§ **DESCRIPTION OF THE TASK**: Every entry below must appear again, exactly as written.
==================================================
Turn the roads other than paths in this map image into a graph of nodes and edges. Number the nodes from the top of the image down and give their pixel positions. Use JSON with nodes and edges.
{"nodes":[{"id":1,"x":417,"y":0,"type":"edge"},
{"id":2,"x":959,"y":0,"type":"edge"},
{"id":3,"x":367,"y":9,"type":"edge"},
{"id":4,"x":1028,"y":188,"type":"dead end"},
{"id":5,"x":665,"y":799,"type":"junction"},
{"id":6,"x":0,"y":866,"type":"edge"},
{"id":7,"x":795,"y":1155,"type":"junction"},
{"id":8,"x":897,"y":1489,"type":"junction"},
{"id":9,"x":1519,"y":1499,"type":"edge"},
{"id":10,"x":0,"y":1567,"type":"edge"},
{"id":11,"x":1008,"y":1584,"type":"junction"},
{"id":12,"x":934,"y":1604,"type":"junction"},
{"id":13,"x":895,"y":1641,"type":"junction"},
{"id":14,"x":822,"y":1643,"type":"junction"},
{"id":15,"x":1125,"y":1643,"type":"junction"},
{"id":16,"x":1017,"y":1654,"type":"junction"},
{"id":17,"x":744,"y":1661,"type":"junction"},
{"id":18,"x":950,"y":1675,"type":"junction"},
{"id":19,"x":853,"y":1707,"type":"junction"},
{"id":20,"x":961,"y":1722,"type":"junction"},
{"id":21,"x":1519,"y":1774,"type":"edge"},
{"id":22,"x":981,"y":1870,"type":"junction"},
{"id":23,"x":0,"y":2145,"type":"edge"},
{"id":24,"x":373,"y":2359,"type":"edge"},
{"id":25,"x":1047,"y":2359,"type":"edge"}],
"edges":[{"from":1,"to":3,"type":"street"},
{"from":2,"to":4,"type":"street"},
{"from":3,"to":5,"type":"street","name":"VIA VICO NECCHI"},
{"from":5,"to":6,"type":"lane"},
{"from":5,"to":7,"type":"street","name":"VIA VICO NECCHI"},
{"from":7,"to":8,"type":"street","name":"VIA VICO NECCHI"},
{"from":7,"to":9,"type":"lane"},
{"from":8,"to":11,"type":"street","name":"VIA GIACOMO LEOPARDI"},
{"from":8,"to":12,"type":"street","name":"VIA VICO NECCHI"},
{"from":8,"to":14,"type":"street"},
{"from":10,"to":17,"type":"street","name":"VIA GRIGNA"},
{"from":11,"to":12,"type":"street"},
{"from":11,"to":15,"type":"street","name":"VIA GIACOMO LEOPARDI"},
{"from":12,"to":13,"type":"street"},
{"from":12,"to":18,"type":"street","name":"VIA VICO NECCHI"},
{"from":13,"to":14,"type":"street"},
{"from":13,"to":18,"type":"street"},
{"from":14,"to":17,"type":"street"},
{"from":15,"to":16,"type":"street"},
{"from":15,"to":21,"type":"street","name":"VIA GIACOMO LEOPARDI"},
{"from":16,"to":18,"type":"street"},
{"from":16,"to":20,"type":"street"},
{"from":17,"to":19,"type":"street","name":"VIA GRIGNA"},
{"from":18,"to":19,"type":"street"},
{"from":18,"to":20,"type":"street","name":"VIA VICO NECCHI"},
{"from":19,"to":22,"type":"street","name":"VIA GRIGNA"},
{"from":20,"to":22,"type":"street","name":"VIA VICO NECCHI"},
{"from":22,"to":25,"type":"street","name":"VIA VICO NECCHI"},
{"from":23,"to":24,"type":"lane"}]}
==================================================
§ **EXPECTED ANSWER**:
Turn the roads other than paths in this map image into a graph of nodes and edges. Number the nodes from the top of the image down and give their pixel positions. Use JSON with nodes and edges.
{"nodes":[{"id":1,"x":417,"y":0,"type":"edge"},
{"id":2,"x":959,"y":0,"type":"edge"},
{"id":3,"x":367,"y":9,"type":"edge"},
{"id":4,"x":1028,"y":188,"type":"dead end"},
{"id":5,"x":665,"y":799,"type":"junction"},
{"id":6,"x":0,"y":866,"type":"edge"},
{"id":7,"x":795,"y":1155,"type":"junction"},
{"id":8,"x":897,"y":1489,"type":"junction"},
{"id":9,"x":1519,"y":1499,"type":"edge"},
{"id":10,"x":0,"y":1567,"type":"edge"},
{"id":11,"x":1008,"y":1584,"type":"junction"},
{"id":12,"x":934,"y":1604,"type":"junction"},
{"id":13,"x":895,"y":1641,"type":"junction"},
{"id":14,"x":822,"y":1643,"type":"junction"},
{"id":15,"x":1125,"y":1643,"type":"junction"},
{"id":16,"x":1017,"y":1654,"type":"junction"},
{"id":17,"x":744,"y":1661,"type":"junction"},
{"id":18,"x":950,"y":1675,"type":"junction"},
{"id":19,"x":853,"y":1707,"type":"junction"},
{"id":20,"x":961,"y":1722,"type":"junction"},
{"id":21,"x":1519,"y":1774,"type":"edge"},
{"id":22,"x":981,"y":1870,"type":"junction"},
{"id":23,"x":0,"y":2145,"type":"edge"},
{"id":24,"x":373,"y":2359,"type":"edge"},
{"id":25,"x":1047,"y":2359,"type":"edge"}],
"edges":[{"from":1,"to":3,"type":"street"},
{"from":2,"to":4,"type":"street"},
{"from":3,"to":5,"type":"street","name":"VIA VICO NECCHI"},
{"from":5,"to":6,"type":"lane"},
{"from":5,"to":7,"type":"street","name":"VIA VICO NECCHI"},
{"from":7,"to":8,"type":"street","name":"VIA VICO NECCHI"},
{"from":7,"to":9,"type":"lane"},
{"from":8,"to":11,"type":"street","name":"VIA GIACOMO LEOPARDI"},
{"from":8,"to":12,"type":"street","name":"VIA VICO NECCHI"},
{"from":8,"to":14,"type":"street"},
{"from":10,"to":17,"type":"street","name":"VIA GRIGNA"},
{"from":11,"to":12,"type":"street"},
{"from":11,"to":15,"type":"street","name":"VIA GIACOMO LEOPARDI"},
{"from":12,"to":13,"type":"street"},
{"from":12,"to":18,"type":"street","name":"VIA VICO NECCHI"},
{"from":13,"to":14,"type":"street"},
{"from":13,"to":18,"type":"street"},
{"from":14,"to":17,"type":"street"},
{"from":15,"to":16,"type":"street"},
{"from":15,"to":21,"type":"street","name":"VIA GIACOMO LEOPARDI"},
{"from":16,"to":18,"type":"street"},
{"from":16,"to":20,"type":"street"},
{"from":17,"to":19,"type":"street","name":"VIA GRIGNA"},
{"from":18,"to":19,"type":"street"},
{"from":18,"to":20,"type":"street","name":"VIA VICO NECCHI"},
{"from":19,"to":22,"type":"street","name":"VIA GRIGNA"},
{"from":20,"to":22,"type":"street","name":"VIA VICO NECCHI"},
{"from":22,"to":25,"type":"street","name":"VIA VICO NECCHI"},
{"from":23,"to":24,"type":"lane"}]}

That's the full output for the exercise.